DATASET ENTRIES:
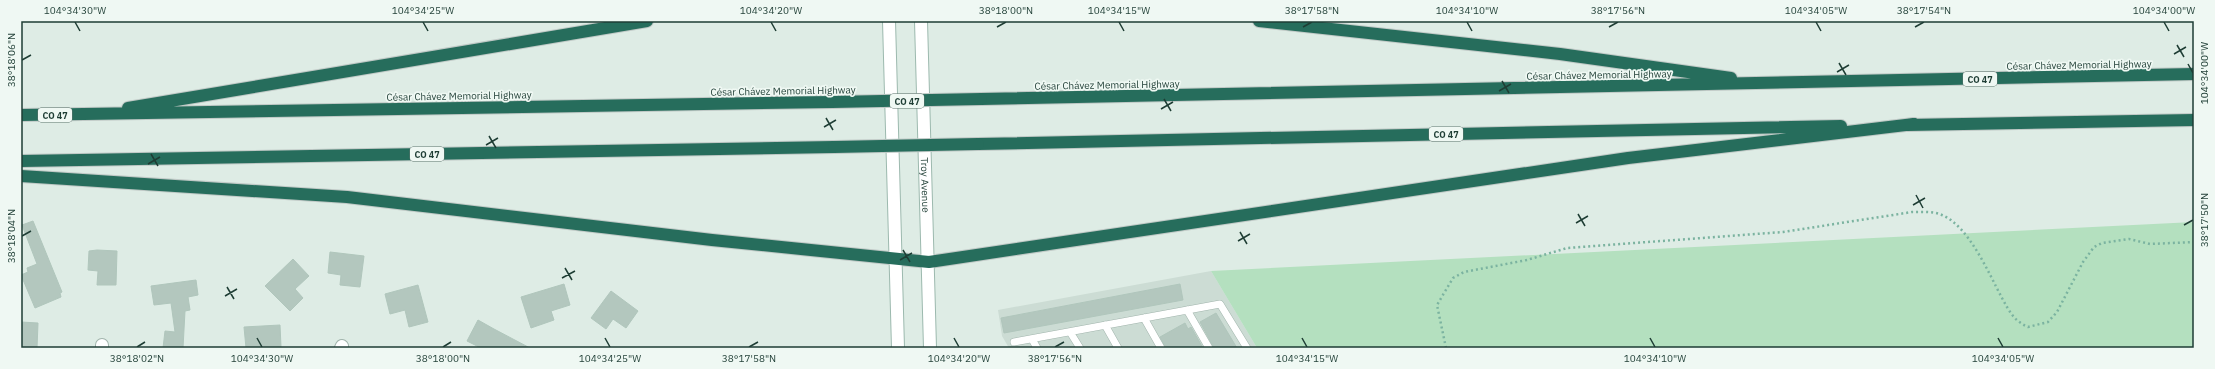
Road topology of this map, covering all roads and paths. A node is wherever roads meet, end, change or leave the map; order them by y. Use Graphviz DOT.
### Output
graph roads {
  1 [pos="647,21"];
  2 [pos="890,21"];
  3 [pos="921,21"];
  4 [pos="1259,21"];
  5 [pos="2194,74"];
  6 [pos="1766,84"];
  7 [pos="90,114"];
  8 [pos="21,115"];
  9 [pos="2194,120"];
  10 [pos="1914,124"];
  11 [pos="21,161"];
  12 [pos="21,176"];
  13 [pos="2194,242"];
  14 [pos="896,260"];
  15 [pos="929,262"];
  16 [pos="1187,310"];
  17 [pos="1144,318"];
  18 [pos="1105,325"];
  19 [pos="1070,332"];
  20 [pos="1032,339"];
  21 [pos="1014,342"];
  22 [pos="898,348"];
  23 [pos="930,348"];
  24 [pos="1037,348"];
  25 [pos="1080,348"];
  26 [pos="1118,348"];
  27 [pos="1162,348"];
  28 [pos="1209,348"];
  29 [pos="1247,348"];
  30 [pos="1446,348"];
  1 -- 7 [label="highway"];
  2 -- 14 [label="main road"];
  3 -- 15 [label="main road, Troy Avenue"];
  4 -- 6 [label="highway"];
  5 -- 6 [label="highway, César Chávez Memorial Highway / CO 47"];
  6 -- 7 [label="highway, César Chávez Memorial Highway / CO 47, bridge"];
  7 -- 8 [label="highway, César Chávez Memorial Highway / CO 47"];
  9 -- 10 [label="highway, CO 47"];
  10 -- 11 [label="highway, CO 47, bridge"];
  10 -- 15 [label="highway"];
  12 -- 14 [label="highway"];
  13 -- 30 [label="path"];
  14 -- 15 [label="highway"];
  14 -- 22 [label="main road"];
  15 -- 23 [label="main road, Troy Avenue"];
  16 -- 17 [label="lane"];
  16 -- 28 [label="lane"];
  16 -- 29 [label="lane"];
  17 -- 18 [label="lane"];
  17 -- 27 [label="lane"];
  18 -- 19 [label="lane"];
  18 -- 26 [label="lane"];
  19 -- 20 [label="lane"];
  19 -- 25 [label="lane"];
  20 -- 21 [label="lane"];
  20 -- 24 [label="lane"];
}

PROBLEM STATEMENT:
Collect the complete line wherever the string "main" appears in the records.

WRITTEN RESPONSE:
  2 -- 14 [label="main road"];
  3 -- 15 [label="main road, Troy Avenue"];
  14 -- 22 [label="main road"];
  15 -- 23 [label="main road, Troy Avenue"];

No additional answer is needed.